→ Work item
Wherever "from" occurs in the entries, copy the line that holds it.

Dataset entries

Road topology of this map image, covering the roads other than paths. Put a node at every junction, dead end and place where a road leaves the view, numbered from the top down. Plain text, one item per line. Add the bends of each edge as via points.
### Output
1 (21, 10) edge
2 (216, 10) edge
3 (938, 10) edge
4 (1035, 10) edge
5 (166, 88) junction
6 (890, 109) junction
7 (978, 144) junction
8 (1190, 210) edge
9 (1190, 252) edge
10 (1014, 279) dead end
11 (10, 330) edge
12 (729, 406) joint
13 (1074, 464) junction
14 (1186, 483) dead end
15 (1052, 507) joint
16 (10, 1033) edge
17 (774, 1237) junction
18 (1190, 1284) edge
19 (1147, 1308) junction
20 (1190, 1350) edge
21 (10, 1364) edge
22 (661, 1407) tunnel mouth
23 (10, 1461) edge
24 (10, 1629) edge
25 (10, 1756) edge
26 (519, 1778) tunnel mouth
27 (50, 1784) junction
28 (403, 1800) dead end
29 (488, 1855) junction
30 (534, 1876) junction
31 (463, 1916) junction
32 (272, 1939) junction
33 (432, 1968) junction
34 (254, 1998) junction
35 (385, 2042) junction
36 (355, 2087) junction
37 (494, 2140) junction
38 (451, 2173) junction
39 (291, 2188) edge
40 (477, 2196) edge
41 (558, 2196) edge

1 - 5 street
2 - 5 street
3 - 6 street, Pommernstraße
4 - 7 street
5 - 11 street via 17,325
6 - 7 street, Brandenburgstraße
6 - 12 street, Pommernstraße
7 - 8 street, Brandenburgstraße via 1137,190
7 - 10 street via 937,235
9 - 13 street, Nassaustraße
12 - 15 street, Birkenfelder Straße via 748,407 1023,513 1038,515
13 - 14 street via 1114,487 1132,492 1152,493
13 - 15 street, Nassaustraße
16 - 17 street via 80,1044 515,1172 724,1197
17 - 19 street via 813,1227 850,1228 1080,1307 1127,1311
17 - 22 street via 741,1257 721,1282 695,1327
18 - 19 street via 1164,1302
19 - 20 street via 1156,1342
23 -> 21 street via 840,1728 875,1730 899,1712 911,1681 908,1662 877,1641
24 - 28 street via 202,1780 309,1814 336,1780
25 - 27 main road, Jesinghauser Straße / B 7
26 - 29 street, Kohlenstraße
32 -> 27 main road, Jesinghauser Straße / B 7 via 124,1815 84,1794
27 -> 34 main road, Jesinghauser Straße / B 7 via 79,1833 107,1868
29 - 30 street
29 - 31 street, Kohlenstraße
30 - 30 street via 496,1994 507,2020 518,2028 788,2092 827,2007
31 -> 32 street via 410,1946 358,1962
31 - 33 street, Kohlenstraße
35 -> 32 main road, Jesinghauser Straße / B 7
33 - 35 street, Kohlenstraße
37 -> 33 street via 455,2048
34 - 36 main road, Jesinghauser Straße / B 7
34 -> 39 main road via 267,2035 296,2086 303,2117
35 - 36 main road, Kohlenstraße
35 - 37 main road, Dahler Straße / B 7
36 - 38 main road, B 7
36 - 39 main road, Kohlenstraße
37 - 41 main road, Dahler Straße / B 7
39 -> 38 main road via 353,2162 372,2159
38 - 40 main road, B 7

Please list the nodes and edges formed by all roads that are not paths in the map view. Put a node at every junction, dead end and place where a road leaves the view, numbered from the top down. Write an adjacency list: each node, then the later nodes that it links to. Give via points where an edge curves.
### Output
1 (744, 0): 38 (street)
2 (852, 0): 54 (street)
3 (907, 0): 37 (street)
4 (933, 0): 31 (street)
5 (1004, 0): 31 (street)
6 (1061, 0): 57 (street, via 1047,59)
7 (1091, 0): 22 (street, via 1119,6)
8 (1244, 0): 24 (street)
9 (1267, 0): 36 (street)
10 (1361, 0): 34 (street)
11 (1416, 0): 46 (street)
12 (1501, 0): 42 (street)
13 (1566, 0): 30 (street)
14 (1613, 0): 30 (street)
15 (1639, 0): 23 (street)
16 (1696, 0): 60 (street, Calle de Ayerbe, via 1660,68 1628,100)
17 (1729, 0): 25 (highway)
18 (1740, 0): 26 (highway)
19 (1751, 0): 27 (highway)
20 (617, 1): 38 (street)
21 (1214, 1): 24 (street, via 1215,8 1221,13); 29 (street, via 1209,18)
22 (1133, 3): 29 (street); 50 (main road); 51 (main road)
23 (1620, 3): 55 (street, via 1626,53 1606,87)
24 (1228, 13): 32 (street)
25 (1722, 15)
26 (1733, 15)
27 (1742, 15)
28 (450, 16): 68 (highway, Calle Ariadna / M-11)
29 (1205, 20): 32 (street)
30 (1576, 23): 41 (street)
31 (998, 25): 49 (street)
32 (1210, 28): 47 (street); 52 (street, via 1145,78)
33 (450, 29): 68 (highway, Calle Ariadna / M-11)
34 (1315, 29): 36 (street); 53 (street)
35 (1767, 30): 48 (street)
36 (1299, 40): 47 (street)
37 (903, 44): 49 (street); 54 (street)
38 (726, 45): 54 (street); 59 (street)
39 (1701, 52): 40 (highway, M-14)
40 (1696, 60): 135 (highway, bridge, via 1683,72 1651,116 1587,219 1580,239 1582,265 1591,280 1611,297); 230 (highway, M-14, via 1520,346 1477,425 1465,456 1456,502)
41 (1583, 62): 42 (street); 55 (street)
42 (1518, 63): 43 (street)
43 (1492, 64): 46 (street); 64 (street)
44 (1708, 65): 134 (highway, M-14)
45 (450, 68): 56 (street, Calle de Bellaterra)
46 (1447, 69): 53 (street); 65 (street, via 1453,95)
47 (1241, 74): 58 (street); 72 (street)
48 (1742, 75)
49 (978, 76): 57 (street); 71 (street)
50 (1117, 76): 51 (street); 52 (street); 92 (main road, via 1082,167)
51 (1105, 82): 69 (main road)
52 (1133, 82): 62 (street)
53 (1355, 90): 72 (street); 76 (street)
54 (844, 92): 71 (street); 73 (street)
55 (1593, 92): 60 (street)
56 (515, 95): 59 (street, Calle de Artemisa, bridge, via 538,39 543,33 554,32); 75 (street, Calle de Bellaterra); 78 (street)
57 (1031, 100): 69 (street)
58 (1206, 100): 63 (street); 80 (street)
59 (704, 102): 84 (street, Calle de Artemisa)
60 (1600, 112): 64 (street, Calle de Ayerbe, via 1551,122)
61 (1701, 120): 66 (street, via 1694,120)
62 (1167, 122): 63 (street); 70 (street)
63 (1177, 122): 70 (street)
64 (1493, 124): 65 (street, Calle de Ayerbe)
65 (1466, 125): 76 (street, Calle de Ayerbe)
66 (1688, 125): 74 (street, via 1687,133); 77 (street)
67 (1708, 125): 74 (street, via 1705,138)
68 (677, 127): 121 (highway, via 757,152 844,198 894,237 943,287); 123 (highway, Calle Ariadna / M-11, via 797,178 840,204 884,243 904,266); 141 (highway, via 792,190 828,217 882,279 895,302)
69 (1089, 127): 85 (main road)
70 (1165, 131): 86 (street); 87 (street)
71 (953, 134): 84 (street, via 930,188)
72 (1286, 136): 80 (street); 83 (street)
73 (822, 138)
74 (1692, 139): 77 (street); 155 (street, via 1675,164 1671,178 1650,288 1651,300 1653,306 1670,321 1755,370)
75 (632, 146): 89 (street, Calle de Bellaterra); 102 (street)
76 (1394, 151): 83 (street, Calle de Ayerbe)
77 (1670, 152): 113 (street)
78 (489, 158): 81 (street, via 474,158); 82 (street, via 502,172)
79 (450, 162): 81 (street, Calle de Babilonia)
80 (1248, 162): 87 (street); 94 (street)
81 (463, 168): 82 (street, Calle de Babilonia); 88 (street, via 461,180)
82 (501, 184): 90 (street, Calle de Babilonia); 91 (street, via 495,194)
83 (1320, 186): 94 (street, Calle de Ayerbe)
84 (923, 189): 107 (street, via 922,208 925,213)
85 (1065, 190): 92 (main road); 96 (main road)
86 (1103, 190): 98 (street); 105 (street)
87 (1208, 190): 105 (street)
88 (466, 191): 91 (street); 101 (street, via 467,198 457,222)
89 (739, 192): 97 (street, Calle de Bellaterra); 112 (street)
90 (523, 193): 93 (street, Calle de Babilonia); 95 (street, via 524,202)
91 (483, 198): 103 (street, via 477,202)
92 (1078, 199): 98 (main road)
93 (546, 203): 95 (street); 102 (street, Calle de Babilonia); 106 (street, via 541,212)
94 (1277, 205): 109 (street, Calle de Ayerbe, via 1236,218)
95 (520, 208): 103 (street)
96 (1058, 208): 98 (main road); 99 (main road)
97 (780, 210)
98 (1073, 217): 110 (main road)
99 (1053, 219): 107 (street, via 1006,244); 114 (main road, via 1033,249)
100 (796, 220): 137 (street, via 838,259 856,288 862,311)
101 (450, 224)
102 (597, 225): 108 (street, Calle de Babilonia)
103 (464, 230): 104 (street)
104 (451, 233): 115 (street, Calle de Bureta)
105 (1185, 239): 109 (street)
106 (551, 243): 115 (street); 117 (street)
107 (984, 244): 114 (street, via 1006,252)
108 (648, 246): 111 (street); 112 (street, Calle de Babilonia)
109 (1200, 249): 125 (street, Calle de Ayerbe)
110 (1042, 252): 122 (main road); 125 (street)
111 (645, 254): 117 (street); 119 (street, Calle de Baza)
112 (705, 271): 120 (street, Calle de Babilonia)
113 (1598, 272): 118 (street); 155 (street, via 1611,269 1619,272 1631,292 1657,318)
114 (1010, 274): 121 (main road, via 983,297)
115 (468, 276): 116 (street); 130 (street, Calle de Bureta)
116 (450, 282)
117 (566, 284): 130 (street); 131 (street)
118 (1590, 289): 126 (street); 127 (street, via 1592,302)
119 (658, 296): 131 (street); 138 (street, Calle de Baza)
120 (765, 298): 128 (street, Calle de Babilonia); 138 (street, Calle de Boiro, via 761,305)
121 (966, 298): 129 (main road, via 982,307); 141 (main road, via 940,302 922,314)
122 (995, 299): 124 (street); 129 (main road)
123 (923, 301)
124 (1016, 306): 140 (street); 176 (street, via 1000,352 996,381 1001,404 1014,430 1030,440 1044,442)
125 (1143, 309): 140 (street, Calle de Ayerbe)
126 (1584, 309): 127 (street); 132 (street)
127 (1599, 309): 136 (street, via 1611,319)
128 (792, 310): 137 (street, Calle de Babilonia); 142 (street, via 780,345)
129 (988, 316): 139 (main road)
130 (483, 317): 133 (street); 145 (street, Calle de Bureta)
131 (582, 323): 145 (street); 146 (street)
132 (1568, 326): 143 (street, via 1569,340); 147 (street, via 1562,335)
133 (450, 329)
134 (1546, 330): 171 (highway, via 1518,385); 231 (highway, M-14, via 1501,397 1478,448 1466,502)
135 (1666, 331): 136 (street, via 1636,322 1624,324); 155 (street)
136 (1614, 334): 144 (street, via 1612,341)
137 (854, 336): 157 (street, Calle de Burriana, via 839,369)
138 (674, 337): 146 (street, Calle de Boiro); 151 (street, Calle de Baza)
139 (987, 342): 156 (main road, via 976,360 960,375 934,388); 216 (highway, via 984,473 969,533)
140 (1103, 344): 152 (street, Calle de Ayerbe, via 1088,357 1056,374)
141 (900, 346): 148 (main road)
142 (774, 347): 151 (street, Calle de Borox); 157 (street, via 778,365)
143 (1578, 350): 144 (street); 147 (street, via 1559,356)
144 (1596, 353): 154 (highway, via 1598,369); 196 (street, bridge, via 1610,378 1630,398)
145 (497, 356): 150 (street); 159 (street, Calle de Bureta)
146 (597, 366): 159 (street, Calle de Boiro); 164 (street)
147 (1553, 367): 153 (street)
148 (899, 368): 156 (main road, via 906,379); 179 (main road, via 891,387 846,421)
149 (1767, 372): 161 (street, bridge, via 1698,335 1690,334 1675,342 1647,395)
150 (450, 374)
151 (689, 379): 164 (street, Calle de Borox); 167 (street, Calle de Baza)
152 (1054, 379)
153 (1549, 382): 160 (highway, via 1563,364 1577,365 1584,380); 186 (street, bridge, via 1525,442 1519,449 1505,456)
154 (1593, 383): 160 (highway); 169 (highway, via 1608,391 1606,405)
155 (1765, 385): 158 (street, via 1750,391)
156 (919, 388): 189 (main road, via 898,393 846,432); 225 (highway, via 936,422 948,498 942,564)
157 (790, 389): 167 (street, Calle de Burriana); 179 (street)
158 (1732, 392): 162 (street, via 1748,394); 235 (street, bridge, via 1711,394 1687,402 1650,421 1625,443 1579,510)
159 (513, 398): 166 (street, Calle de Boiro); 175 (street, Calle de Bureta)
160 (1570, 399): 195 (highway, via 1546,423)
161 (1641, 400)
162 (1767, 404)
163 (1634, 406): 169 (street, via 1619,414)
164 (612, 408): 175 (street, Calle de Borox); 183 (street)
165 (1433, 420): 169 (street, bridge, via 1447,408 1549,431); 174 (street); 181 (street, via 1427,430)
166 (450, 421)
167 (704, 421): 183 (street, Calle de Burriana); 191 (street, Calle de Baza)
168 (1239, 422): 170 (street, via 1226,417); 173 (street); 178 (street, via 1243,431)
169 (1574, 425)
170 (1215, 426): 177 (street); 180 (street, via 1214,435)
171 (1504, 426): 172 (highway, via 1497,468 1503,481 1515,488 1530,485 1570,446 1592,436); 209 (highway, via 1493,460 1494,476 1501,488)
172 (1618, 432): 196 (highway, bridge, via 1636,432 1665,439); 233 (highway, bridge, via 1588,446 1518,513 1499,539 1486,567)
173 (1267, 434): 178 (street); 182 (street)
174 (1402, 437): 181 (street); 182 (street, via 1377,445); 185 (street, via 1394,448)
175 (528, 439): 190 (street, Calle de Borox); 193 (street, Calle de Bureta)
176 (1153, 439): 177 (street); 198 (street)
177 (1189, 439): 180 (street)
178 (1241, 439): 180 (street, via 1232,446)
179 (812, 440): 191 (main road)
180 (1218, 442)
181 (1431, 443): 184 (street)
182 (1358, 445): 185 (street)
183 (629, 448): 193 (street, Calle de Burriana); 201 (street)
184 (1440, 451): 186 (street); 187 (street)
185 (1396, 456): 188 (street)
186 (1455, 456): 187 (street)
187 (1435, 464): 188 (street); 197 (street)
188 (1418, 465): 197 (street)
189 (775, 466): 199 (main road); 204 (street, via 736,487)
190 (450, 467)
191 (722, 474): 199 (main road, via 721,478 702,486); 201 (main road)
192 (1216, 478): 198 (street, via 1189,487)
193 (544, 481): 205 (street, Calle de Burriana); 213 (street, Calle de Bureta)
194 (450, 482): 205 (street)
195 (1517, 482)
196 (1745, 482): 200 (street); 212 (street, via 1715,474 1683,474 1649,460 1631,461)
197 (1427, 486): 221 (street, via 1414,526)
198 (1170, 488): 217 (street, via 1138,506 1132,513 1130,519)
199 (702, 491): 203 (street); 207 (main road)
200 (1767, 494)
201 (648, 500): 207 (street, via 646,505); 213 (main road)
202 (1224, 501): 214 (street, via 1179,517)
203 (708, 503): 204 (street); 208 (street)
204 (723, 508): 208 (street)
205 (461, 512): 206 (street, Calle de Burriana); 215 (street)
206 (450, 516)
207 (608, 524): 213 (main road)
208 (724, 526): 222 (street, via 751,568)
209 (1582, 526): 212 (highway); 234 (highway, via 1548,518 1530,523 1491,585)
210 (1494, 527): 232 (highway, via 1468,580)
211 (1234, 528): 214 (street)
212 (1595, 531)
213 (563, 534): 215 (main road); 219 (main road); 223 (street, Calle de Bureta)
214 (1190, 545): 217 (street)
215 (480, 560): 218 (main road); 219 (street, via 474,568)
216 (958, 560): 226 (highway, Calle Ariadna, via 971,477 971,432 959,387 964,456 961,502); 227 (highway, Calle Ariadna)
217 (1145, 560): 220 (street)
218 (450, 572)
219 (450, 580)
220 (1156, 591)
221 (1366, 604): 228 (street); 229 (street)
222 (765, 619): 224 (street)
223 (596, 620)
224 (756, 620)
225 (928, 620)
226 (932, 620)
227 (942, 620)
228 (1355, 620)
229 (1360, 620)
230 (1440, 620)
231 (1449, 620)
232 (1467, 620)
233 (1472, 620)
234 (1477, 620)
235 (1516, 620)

→ Task response
Road topology of this map image, covering the roads other than paths. Put a node at every junction, dead end and place where a road leaves the view, numbered from the top down. Plain text, one item per line. Add the bends of each edge as via points.
Please list the nodes and edges formed by all roads that are not paths in the map view. Put a node at every junction, dead end and place where a road leaves the view, numbered from the top down. Write an adjacency list: each node, then the later nodes that it links to. Give via points where an edge curves.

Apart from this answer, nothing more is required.